Bucky's Poblacion is the best argument for simple food
We had to ask: "Who is Bucky?"
"Oh, that's me," mild-mannered Migs Vargas answers with a chuckle when we dropped by his five-month-old restaurant, Bucky's. A nickname bestowed upon him by politically incorrect relatives thanks to his pre-orthodontic overbite, dessert fans might recognize the name from the thick blocks of heavenly fudge he panders. While his smile has since been straightened, the name stuck and lends a rather endearing brand to his product.
A couple of years after launching his not-a-brownie business, Miguel partnered up with childhood friend—U.S.-bred and trained chef Justin Golangco—to open a small restaurant in Poblacion, Makati. Miguel's wife, Raisa, is an architect and gave the cozy nook a relaxed, industrial look warmed by wooden tables and stools. The counters display different varieties of buckies, their Yardstick coffee, and a small workstation where they put together their popular soft-serve ice cream parfaits.
The low ceiling might be the culprit to the rather poor ventilation, but I doubt diners mind the intoxicating smells coming from the kitchen where Chef Justin is busy bussing out dishes that Miguel describes simply as "food we like to eat." From the deep fryer emerges their best-selling fried chicken—boneless thighs dipped in batter and fried until crisp but still juicy, accompanied by what could arguably be the best mashed potatoes in the city. If the scent of burned cheese has caught your attention, perhaps the baked ziti has just made its way out of the oven. Like the fried chicken, this baked pasta dish is something they cannot remove from their menu, which Miguel says they have already tweaked a few times since opening. Make sure to have it topped with the meaty ragu. Life-changing.

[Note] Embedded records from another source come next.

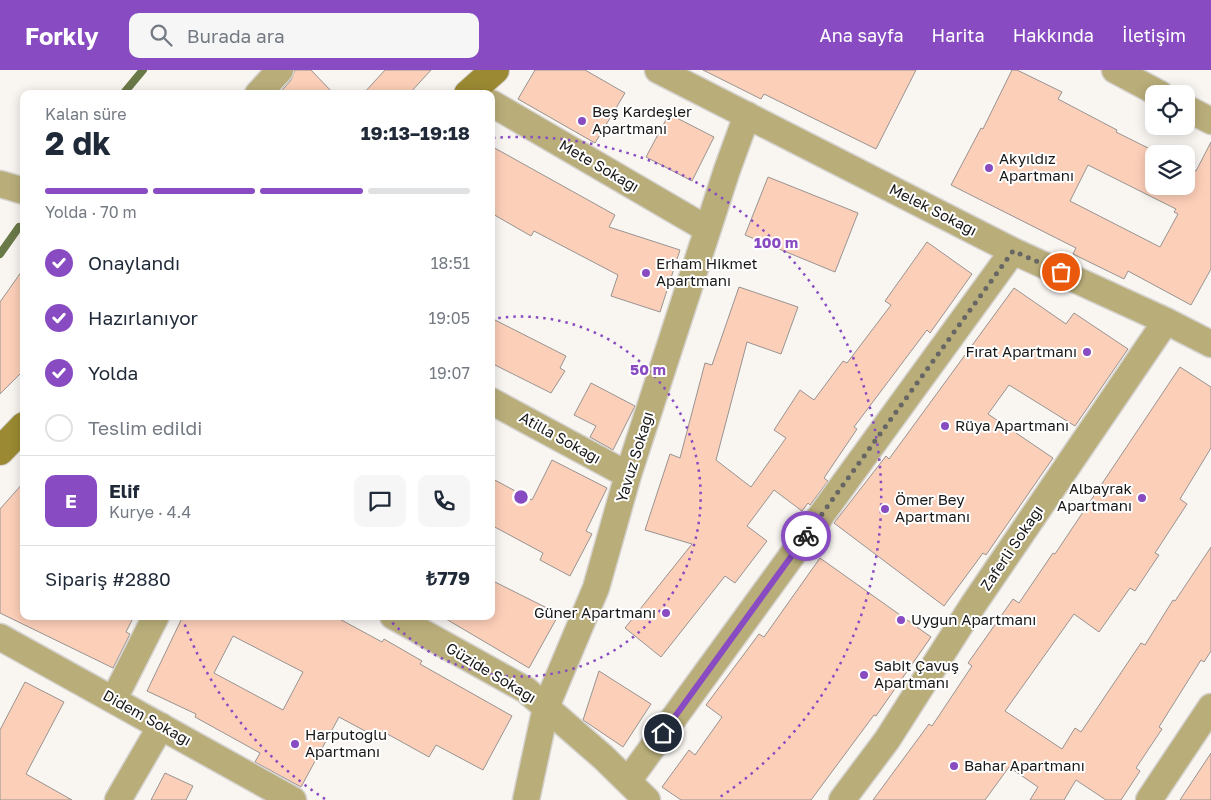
<!DOCTYPE html>
<html lang="tr">
<head>
<meta charset="utf-8">
<style>
  body { margin:0; font-family:"Golos Text",sans-serif; background:#f6f6f7; color:#1f2937; height:100vh; display:flex; flex-direction:column; font-size:19px; white-space:nowrap }
  * { box-sizing:border-box; margin:0 }
  p { font-size:16px; color:#747a83 }
  .icon { flex:none; width:28px; height:28px; fill:none; stroke:currentColor; stroke-width:2; stroke-linecap:round; stroke-linejoin:round }
  .map { position:relative; flex:1; overflow:hidden }
  .side { position:absolute; left:20px; top:20px; width:475px; height:530px; display:flex; flex-direction:column; background:#fff; border-radius:10px; box-shadow:0 2px 12px #0003 }
  .side>* { flex:none }
  .controls { position:absolute; left:1145px; top:15px; display:grid; gap:10px }
  .controls a { display:grid; place-items:center; width:50px; height:50px; border-radius:10px; background:#fff; box-shadow:0 2px 12px #0003; font-size:25px }
  .pin { position:absolute; display:grid; place-items:center; width:42px; height:42px; color:#fff; margin:-21px; border:2px solid #fff; border-radius:50%; box-shadow:0 1px 5px #0007 }
  .courier { position:absolute; display:grid; place-items:center; width:50px; height:50px; margin:-25px; border:4px solid #894bc1; border-radius:50%; background:#fff; color:#222; box-shadow:0 1px 6px #0007 }
  .overview em { font-style:normal; font-weight:700 }
  .overview div { display:flex; flex-direction:column-reverse }
  .overview { display:flex; align-items:center; justify-content:space-between; height:85px; padding:0 25px }
  h1 { font-size:32px; font-weight:700; line-height:38px }
  .bar { display:grid; grid-template-columns:repeat(4,1fr); gap:8px 5px; align-content:center; height:60px; padding:0 25px }
  .bar i { height:6px; border-radius:4px; background:#e0e1e3 }
  .bar .active { background:#894bc1 }
  .bar p { grid-column:span 4 }
  .line { display:flex; align-items:center; gap:12px; padding:0 25px; border-top:1px solid #e0e1e3 }
  .line div { flex:1 }
  .round { display:grid; place-items:center; flex:none; width:52px; height:52px; border-radius:10px; background:#f6f6f7 }
  ol { padding:0 25px; list-style:none }
  li { display:flex; align-items:center; gap:15px; height:55px }
  li p { margin-inline-start:auto }
  li .icon { padding:5px; border-radius:50%; background:#894bc1; color:#fff; stroke-width:4 }
  li:last-child { color:#747a83 }
  li i { width:28px; height:28px; border:2px solid #e0e1e3; border-radius:50% }
  header { display:flex; align-items:center; gap:30px; box-sizing:border-box; height:70px; padding:0 25px; background:#894bc1; color:#fff }
  header strong { font-size:24px }
  nav { display:flex; gap:28px; margin-inline-start:auto; font-size:18px }
  .search { width:350px; height:45px; background:#f6f6f7; display:flex; align-items:center; gap:12px; box-sizing:border-box; padding:0 18px; border-radius:10px; color:#747a83; font-size:19px }
  .map>svg:first-child { display:block }
</style>
</head>
<body>
<header>
<strong>Forkly</strong>
<div class="search"><svg class="icon" aria-label="search" viewBox="0 0 24 24"><circle cx="10" cy="10" r="6"/><path d="M15 15l6 6"/></svg>Burada ara</div>
<nav><a>Ana sayfa</a><a>Harita</a><a>Hakkında</a><a>İletişim</a></nav>
</header>
<div class="map">
<svg width="1211" height="730" viewBox="0 0 1211 730">
  <rect width="100%" height="100%" fill="#f9f6f2"/>
  <g fill="none" stroke-linecap="round" stroke-linejoin="round">
    <path stroke="#6a7948" stroke-width="8" d="M123,24l20,-24
      M0,184l19,-27"/>
  </g>
  <path fill="#fccfb9" stroke="#989391" fill-rule="evenodd" d="M295,0h16l23,24h-55l12,-14z
    M385,0h46l-22,24h-46z
    M535,0h50l40,23 -30,50 -77,-44z
    M703,0h213l-40,79 -112,-55 -3,5z
    M1012,0h5l45,22 -4,7 59,31 -1,2 44,22h-6v32h32v-20l10,5 15,-29v127l-20,36 -63,-34 -4,8 -51,-25 3,-6 -125,-63 30,-57 2,1zM1088,95l88,44 -2,3 4,2 -18,33 -90,-46z
    M669,44l45,23 -22,44 -46,-24z
    M491,76l124,69 -6,12 71,23 -20,62 -49,-16 7,-21 -84,-44 -3,5 -40,-23z
    M768,107l90,36 -23,59 -90,-37z
    M927,172l45,32 -42,59 -3,-3 -73,97 3,2 -33,49 4,3 -18,24 -2,-2 -6,8 -28,-21 -27,36 20,15 -32,42 -10,-7 -64,81 -36,-29 67,-84 -47,-14 25,-76 10,4 25,-95 7,2 27,-78 59,20 -17,47 -34,-12 -31,118 35,27 35,-49 -12,-8 26,-40 14,10 29,-39 4,2 44,-58 -6,-4z
    M24,198v102l-24,24v-92z
    M1014,218l52,36 8,-11 54,36 -53,77 -66,-41 -21,29 65,44 -67,97 -3,-2 -39,53 -110,-83 52,-67 3,3z
    M491,248l75,38 -6,12 5,3 -14,22 -60,-30z
    M1180,297l31,20v61l-31,51 7,5 -32,49 4,2 -24,36 -5,-3 -31,44 -25,-18 -69,97 57,38 13,-21 6,4 60,-89 4,2 28,-45 2,1 36,-54v104l-7,11 -3,-2 -42,67 3,2 -26,39 4,3 -19,29h-15l-30,-20 -12,20h-34l8,-13 -29,-20 -24,33h-112l56,-76 3,2 40,-60 -4,-3 45,-64 6,4 34,-50 2,1z
    M591,313l44,23 -22,44 -23,-13 6,-11 -22,-11z
    M552,390l55,28 -21,43 6,3 -22,42 -30,-16 3,-7 -52,-28v-47l41,22z
    M24,412v134h110l-8,16 4,2 -17,34 -113,-55v-104z
    M820,488l111,79 -55,79 -2,-1 -63,85h-130l-19,-13 27,-37 6,5 27,-38 -16,-12 53,-71 5,3z
    M491,510l68,34 -30,54 -88,-52h50z
    M183,546h151l48,26 2,-3 38,22 -2,3 92,52 -29,54 -47,-25 -7,12 -47,-26 -4,7 -39,-21 -38,70 -46,-25 5,-9 -65,-36 1,-3 -49,-23zM233,566l70,36 -20,38 -69,-37z
    M599,601l52,33 -28,43 -40,-27z
    M25,612l39,20 -38,72 46,26h-72v-70z
    M1211,683v47h-31z
    M165,703l28,13 -7,14h-35z"/>
  <g fill="none" stroke-linecap="round" stroke-linejoin="round">
    <defs>
      <path id="street" d="M658,0l355,181 153,70 45,23
        M1115,0l45,24
        M258,24l22,-24
        M491,33l216,126
        M1186,38l25,13
        M0,114l24,7
        M491,331l137,74
        M393,546l133,74 77,67 44,43
        M0,567l293,163
        M114,629l42,-83
        M628,711l385,-530
        M118,730l43,-74
        M526,730l20,-93 50,-119 32,-113 99,-305 20,-55
        M842,730l45,-60 86,-135 193,-284
        M1149,730l62,-93"/>
      <path id="secondary" d="M468,24l27,-24
        M0,381l24,-25"/>
    </defs>
    <use href="#street" stroke="#d5d2cf" stroke-width="29"/>
    <use href="#secondary" stroke="#d5d2cf" stroke-width="30"/>
    <use href="#street" stroke="#b9ae7a" stroke-width="26"/>
    <use href="#secondary" stroke="#9b8a33" stroke-width="28"/>
  </g>
  <g fill="none" stroke-linecap="round" stroke-linejoin="round">
    <path stroke="#676664" stroke-width="5" stroke-dasharray="0 9" d="M806,466l207,-285 48,21"/>
    <path stroke="#894bc1" stroke-width="6" d="M663,663l143,-197"/>
  </g>
  <g fill="none" stroke="#894bc1" stroke-width="2.5" stroke-dasharray="2.5 5">
    <path d="M491 249A180 180 0 1 1 386 546"/>
    <path d="M325 729A360 360 0 0 1 182 547M493 68A360 360 0 0 1 717 729"/>
  </g>
  <g fill="#894bc1" stroke="#fff" stroke-width="2">
    <circle cx="582" cy="51" r="5"/>
    <circle cx="989" cy="98" r="5"/>
    <circle cx="646" cy="203" r="5"/>
    <circle cx="1087" cy="282" r="5"/>
    <circle cx="945" cy="356" r="5"/>
    <circle cx="1142" cy="428" r="5"/>
    <circle cx="885" cy="439" r="5"/>
    <circle cx="666" cy="543" r="5"/>
    <circle cx="901" cy="550" r="5"/>
    <circle cx="864" cy="605" r="5"/>
    <circle cx="295" cy="674" r="5"/>
    <circle cx="954" cy="696" r="5"/>
  </g>
  <g text-anchor="middle" stroke-width="4" stroke-linejoin="round" paint-order="stroke">
    <g font-size="15" fill="#191817" stroke="#fff" text-anchor="start">
      <text x="592" y="47">Beş Kardeşler<tspan x="592" dy="17">Apartmanı</tspan></text>
      <text x="999" y="94">Akyıldız<tspan x="999" dy="17">Apartmanı</tspan></text>
      <text x="656" y="199">Erham Hikmet<tspan x="656" dy="17">Apartmanı</tspan></text>
      <text x="1077" y="287" text-anchor="end">Fırat Apartmanı</text>
      <text x="955" y="361">Rüya Apartmanı</text>
      <text x="1132" y="424" text-anchor="end">Albayrak<tspan x="1132" dy="17">Apartmanı</tspan></text>
      <text x="895" y="435">Ömer Bey<tspan x="895" dy="17">Apartmanı</tspan></text>
      <text x="656" y="548" text-anchor="end">Güner Apartmanı</text>
      <text x="911" y="555">Uygun Apartmanı</text>
      <text x="874" y="601">Sabit Çavuş<tspan x="874" dy="17">Apartmanı</tspan></text>
      <text x="305" y="670">Harputoğlu<tspan x="305" dy="17">Apartmanı</tspan></text>
      <text x="964" y="701">Bahar Apartmanı</text>
    </g>
    <g font-size="15" fill="#191817" stroke="#fff">
      <text transform="translate(599 96) rotate(30)" y="5">Mete Sokağı</text>
      <text transform="translate(933 140) rotate(27)" y="5">Melek Sokağı</text>
      <text transform="translate(560 368) rotate(29)" y="5">Atilla Sokağı</text>
      <text transform="translate(635 387) rotate(-73)" y="5">Yavuz Sokağı</text>
      <text transform="translate(1012 478) rotate(-56)" y="5">Zaferli Sokağı</text>
      <text transform="translate(491 603) rotate(31)" y="5">Güzide Sokağı</text>
      <text transform="translate(147 648) rotate(29)" y="5">Didem Sokağı</text>
    </g>
  </g>
  <circle cx="521" cy="427" r="8" fill="#894bc1" stroke="#fff" stroke-width="2.5"/>
  <g font-size="15" text-anchor="middle" font-weight="bold" fill="#894bc1" stroke="#fff" stroke-width="4" stroke-linejoin="round" paint-order="stroke">
    <text x="776" y="178">100 m</text>
    <text x="648" y="305">50 m</text>
  </g>
</svg>
<div class="controls">
<a><svg class="icon" aria-label="locate" viewBox="0 0 24 24"><circle cx="12" cy="12" r="6"/><path d="M12 2v4M12 18v4M2 12h4M18 12h4"/></svg></a>
<a><svg class="icon" aria-label="layers" viewBox="0 0 24 24"><path d="M12 4l9 5-9 5-9-5zM3 14l9 5 9-5"/></svg></a>
</div>
<div class="pin" style="left:1061px;top:202px;background:#ea580c"><svg class="icon" aria-label="bag" viewBox="0 0 24 24"><path d="M5 8h14l-1 12H6zM9 8a3 3 0 0 1 6 0"/></svg></div>
<div class="pin" style="left:663px;top:663px;background:#1f2937"><svg class="icon" aria-label="home" viewBox="0 0 24 24"><path d="M3 11l9-7 9 7M6 9v11h12V9"/></svg></div>
<div class="courier" style="left:806px;top:466px"><svg class="icon" aria-label="bike" viewBox="0 0 24 24"><circle cx="6" cy="16" r="4"/><circle cx="18" cy="16" r="4"/><path d="M6 16l4-8h5l3 8M10 8l3 8H6M13 5h3"/></svg></div>
<section class="side">
<div class="overview"><div><h1>2 dk</h1><p>Kalan süre</p></div><em>19:13–19:18</em></div>
<div class="bar"><i class="active"></i><i class="active"></i><i class="active"></i><i></i><p>Yolda · 70 m</p></div>
<ol>
<li><svg class="icon" aria-label="check" viewBox="0 0 24 24"><path d="M5 12l5 5 9-10"/></svg>Onaylandı<p>18:51</p></li>
<li><svg class="icon" aria-label="check" viewBox="0 0 24 24"><path d="M5 12l5 5 9-10"/></svg>Hazırlanıyor<p>19:05</p></li>
<li><svg class="icon" aria-label="check" viewBox="0 0 24 24"><path d="M5 12l5 5 9-10"/></svg>Yolda<p>19:07</p></li>
<li><i></i>Teslim edildi</li>
</ol>
<div class="line" style="height:90px"><b class="round" style="background:#894bc1;color:#fff">E</b><div><b>Elif</b><p>Kurye · 4.4</p></div><a class="round"><svg class="icon" aria-label="chat" viewBox="0 0 24 24"><path d="M4 5h16v11H9l-5 4z"/></svg></a><a class="round"><svg class="icon" aria-label="phone" viewBox="0 0 24 24"><path d="M5 4h4l2 5-3 2q2 4 5 5l2-3 5 2v4C11 20 4 13 5 4z"/></svg></a></div>
<div class="line" style="height:65px"><div>Sipariş #2880</div><b>₺779</b></div>
</section>
</div>
</body>
</html>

Salads and healthy options here do not come as afterthoughts—that would have been old-fashioned and out-of-character. In today's millennial speak, those are just as much under the "comfort food" category as all things fried and cheesy. Chef Justin's beet salad is well-balanced in terms of flavor and texture—it wouldn't be a laborious task to eat this in case you're one of those types who (good god) count calories. The pretty badi bowl, too, is packed with good things: a fruity yogurt parfait adorned with chia, granola, grains, and coconuts flakes.
The meticulous chef
We almost got to try the grilled cheese sandwich and tomato soup, but unfortunately, the was being particularly unhelpful. It looks perfect to our civilian eyes, but before we could even take the shot, the chef has whisked it away with an apology. Twice this happened, until Chef Justin—who worked in Michelin-started restaurants in New York and Napa Valley—decides that it’s not quite up to his standards.
But despite the unavailability of one of their most popular dishes, there is no room for disappointment as we fill ourselves up with Bucky's s’mores parfait—an original bucky topped with their house-made soft-serve, then layered with salted caramel, marshmallows, and brown butter polvoron. Remember that stellar Yardstick coffee? They put it to work in their Buckygato, their version of the Italian espresso and ice cream dessert.
When asked why, despite his success with Bucky's not-a-brownie, he decided to venture into the restaurant game, Miguel answers, "it's just the natural progression of things. Justin and I have known each other so long and we work well together. He's very straightforward and I like that."
There really is so much talent in this tiny space, you have to wonder why this didn't happen sooner.
Bucky's is at 5666 Don Pedro Street, Poblacion, Makati City; tel. no. 0916-754-5140.